**Exercise:**
A faithful copy of the whole listing is the goal. Match it exactly.

**Listed entries:**
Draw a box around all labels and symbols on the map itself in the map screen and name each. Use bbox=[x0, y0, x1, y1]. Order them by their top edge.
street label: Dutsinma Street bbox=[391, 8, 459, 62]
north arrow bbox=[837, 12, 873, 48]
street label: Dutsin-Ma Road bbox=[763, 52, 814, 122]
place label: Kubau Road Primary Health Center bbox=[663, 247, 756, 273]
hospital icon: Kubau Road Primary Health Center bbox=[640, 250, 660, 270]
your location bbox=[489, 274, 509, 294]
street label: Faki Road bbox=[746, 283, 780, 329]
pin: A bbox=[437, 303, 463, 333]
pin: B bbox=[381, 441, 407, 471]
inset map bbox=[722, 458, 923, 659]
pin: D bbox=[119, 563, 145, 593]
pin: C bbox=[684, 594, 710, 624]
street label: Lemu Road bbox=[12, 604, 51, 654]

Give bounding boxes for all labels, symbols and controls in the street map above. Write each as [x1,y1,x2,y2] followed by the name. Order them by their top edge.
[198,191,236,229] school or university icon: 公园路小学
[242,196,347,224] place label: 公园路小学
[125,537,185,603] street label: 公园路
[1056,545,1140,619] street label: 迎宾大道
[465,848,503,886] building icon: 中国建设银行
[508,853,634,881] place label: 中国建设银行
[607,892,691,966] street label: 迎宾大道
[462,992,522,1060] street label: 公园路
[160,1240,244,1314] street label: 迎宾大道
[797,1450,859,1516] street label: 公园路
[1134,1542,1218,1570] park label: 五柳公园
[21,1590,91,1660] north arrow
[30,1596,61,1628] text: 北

**Result of this task:**
Draw a box around all labels and symbols on the map itself in the map screen and name each. Use bbox=[x0, y0, x1, y1]. Order them by their top edge.
street label: Dutsinma Street bbox=[391, 8, 459, 62]
north arrow bbox=[837, 12, 873, 48]
street label: Dutsin-Ma Road bbox=[763, 52, 814, 122]
place label: Kubau Road Primary Health Center bbox=[663, 247, 756, 273]
hospital icon: Kubau Road Primary Health Center bbox=[640, 250, 660, 270]
your location bbox=[489, 274, 509, 294]
street label: Faki Road bbox=[746, 283, 780, 329]
pin: A bbox=[437, 303, 463, 333]
pin: B bbox=[381, 441, 407, 471]
inset map bbox=[722, 458, 923, 659]
pin: D bbox=[119, 563, 145, 593]
pin: C bbox=[684, 594, 710, 624]
street label: Lemu Road bbox=[12, 604, 51, 654]

Give bounding boxes for all labels, symbols and controls in the street map above. Write each as [x1,y1,x2,y2] followed by the name. Order them by their top edge.
[198,191,236,229] school or university icon: 公园路小学
[242,196,347,224] place label: 公园路小学
[125,537,185,603] street label: 公园路
[1056,545,1140,619] street label: 迎宾大道
[465,848,503,886] building icon: 中国建设银行
[508,853,634,881] place label: 中国建设银行
[607,892,691,966] street label: 迎宾大道
[462,992,522,1060] street label: 公园路
[160,1240,244,1314] street label: 迎宾大道
[797,1450,859,1516] street label: 公园路
[1134,1542,1218,1570] park label: 五柳公园
[21,1590,91,1660] north arrow
[30,1596,61,1628] text: 北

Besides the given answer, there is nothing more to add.